▸ **PROBLEM DETAILS**: Copy each line below containing "NORTH".

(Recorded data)
• • • • • • •

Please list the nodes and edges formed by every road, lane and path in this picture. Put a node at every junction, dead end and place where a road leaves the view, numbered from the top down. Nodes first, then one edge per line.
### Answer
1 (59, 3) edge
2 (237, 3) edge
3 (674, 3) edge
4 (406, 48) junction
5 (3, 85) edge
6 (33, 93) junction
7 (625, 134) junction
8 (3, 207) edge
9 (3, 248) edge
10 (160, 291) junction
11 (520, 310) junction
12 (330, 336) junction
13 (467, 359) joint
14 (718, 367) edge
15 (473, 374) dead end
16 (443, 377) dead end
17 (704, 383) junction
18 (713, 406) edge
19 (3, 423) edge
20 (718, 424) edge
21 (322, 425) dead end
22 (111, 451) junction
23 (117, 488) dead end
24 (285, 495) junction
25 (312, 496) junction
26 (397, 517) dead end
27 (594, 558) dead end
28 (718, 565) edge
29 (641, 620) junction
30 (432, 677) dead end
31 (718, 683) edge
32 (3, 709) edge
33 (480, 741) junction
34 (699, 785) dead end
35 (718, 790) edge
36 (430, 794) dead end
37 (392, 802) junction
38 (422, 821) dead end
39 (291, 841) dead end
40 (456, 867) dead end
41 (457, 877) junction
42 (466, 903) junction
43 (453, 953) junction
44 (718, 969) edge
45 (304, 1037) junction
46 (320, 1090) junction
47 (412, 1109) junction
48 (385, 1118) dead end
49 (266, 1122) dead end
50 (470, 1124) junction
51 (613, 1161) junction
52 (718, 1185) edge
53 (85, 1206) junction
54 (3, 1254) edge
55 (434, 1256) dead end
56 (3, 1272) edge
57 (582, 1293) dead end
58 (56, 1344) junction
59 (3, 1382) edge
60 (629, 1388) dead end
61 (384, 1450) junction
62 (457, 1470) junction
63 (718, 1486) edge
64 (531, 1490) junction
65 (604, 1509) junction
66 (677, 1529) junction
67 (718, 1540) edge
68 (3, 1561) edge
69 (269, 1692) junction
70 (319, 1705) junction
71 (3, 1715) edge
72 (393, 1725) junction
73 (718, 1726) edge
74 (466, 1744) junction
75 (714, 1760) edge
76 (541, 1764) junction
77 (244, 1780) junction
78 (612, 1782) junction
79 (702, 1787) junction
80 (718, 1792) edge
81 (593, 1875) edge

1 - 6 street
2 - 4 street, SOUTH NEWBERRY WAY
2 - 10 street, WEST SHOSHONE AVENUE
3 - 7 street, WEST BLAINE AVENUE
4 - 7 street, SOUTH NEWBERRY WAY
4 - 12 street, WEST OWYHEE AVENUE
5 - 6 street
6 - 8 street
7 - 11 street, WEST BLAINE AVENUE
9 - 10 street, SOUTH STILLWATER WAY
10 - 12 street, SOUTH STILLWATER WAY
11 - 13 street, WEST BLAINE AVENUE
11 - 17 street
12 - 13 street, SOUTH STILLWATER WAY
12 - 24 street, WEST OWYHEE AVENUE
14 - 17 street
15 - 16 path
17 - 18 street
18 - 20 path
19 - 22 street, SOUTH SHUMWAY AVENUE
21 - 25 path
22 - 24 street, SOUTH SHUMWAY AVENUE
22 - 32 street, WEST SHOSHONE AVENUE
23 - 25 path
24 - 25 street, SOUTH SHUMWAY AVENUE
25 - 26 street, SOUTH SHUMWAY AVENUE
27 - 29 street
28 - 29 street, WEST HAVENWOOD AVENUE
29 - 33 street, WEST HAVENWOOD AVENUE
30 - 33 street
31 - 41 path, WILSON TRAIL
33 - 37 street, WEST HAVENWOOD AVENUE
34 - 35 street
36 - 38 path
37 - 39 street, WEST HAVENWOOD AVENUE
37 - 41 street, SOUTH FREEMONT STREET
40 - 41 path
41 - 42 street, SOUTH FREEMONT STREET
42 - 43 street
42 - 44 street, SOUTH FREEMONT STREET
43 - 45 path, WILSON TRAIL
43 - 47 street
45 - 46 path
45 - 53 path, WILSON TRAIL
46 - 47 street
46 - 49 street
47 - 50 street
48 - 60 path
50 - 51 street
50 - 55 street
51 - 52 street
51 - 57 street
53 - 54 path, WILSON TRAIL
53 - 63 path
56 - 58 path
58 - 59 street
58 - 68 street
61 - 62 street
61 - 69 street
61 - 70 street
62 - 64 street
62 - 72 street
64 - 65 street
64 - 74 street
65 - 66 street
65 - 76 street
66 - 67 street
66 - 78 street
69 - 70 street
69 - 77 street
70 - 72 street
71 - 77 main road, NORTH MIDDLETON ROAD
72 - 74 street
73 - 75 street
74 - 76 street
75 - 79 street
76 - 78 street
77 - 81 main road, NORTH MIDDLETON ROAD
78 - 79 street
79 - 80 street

• • • • • • •

▸ **RESULT**:
71 - 77 main road, NORTH MIDDLETON ROAD
77 - 81 main road, NORTH MIDDLETON ROAD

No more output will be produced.